- _Task statement_
In exact form, please repeat the records from their opening line down to the line with "1px #96846e) drop-shadow(0", including that line.

Collected data entries

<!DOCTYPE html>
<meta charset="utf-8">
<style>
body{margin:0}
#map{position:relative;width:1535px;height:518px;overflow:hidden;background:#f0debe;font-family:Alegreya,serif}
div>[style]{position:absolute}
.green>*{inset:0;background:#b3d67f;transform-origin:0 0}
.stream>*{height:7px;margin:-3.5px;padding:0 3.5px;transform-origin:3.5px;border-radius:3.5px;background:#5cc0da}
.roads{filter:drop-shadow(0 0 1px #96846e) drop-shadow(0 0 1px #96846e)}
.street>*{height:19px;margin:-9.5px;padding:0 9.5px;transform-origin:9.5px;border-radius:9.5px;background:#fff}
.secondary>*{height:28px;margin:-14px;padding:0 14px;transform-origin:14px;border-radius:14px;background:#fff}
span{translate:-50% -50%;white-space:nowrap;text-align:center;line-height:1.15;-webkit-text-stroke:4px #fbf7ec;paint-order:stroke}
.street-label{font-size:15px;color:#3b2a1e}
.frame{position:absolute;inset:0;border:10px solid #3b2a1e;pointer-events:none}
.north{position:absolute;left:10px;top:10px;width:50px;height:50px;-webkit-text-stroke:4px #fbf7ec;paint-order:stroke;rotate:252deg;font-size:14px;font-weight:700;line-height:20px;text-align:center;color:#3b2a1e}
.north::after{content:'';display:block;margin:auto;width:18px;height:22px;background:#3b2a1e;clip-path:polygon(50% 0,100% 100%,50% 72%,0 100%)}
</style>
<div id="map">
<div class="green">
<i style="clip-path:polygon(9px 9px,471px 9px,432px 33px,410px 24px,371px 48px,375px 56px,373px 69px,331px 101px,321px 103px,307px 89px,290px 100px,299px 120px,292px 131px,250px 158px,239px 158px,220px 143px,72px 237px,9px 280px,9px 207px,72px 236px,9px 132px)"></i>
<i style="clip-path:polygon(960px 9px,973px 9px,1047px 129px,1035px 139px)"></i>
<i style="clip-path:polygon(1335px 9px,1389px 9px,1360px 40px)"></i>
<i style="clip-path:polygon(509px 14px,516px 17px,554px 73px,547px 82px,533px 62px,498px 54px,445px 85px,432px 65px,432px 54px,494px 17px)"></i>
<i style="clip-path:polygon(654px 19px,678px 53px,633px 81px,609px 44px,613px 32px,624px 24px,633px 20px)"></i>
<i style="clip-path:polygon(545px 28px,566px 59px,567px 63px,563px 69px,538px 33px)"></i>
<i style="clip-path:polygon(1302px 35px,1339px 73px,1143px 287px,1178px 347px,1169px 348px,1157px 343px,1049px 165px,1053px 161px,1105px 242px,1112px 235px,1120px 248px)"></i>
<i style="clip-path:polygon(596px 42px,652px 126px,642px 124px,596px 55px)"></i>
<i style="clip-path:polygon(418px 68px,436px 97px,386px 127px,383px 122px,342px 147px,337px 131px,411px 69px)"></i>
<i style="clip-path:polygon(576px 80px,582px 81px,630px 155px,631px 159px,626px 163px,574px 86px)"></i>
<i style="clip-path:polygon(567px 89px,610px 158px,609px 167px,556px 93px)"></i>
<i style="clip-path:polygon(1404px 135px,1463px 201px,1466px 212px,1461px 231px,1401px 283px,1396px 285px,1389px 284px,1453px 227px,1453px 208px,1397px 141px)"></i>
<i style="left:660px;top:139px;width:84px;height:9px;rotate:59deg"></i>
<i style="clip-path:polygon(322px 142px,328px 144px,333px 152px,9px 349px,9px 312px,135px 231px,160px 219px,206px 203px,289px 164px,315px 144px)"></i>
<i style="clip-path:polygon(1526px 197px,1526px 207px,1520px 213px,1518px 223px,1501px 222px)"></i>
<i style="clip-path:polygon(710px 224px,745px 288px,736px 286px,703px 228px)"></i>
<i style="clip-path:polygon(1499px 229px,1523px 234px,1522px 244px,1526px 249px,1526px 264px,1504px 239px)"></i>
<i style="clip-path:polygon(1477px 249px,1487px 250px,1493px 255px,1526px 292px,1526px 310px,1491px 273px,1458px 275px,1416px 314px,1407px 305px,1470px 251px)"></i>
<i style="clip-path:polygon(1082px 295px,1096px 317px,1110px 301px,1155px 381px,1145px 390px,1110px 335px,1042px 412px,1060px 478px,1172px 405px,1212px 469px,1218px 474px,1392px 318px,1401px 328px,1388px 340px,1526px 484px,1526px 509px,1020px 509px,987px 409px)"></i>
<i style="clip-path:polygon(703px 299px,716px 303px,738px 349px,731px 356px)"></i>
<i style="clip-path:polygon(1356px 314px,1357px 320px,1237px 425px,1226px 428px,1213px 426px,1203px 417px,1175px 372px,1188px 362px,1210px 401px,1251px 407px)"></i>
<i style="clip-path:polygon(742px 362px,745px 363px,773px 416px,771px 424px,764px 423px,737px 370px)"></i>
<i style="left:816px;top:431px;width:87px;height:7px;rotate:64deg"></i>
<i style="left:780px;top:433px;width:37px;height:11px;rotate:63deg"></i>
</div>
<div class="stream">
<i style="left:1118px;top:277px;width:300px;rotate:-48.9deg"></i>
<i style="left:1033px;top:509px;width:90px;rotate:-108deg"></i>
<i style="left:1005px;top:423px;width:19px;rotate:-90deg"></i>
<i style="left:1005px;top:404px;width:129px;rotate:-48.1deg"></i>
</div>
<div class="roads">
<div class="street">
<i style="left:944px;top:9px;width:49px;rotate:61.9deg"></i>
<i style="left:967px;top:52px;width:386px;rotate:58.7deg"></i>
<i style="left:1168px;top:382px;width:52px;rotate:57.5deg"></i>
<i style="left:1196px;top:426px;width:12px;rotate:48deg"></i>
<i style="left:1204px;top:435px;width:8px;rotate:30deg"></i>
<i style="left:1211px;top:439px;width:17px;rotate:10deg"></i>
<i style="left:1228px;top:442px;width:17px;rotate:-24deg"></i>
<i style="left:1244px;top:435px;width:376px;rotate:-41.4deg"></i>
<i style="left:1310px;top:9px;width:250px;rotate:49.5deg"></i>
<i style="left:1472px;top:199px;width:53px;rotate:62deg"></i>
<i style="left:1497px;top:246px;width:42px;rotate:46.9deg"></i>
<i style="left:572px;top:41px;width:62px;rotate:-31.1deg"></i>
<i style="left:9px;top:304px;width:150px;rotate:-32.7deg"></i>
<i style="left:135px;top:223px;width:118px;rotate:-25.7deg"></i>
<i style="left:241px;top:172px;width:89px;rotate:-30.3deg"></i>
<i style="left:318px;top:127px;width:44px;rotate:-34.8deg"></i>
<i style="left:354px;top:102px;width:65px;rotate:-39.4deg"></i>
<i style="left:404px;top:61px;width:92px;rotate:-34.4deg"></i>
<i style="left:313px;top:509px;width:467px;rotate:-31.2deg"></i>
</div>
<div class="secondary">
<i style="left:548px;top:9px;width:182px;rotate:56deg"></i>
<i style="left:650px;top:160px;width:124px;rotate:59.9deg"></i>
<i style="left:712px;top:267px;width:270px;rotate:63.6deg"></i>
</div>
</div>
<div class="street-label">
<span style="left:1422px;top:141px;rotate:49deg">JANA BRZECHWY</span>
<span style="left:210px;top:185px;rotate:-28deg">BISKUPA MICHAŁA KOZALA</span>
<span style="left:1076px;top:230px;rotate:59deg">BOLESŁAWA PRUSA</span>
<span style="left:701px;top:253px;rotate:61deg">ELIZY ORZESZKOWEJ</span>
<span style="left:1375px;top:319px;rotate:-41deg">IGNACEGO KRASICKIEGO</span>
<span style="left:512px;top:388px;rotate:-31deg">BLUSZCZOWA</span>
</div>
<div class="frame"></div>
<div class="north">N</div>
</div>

- _Exercise solution_
<!DOCTYPE html>
<meta charset="utf-8">
<style>
body{margin:0}
#map{position:relative;width:1535px;height:518px;overflow:hidden;background:#f0debe;font-family:Alegreya,serif}
div>[style]{position:absolute}
.green>*{inset:0;background:#b3d67f;transform-origin:0 0}
.stream>*{height:7px;margin:-3.5px;padding:0 3.5px;transform-origin:3.5px;border-radius:3.5px;background:#5cc0da}
.roads{filter:drop-shadow(0 0 1px #96846e) drop-shadow(0 0 1px #96846e)}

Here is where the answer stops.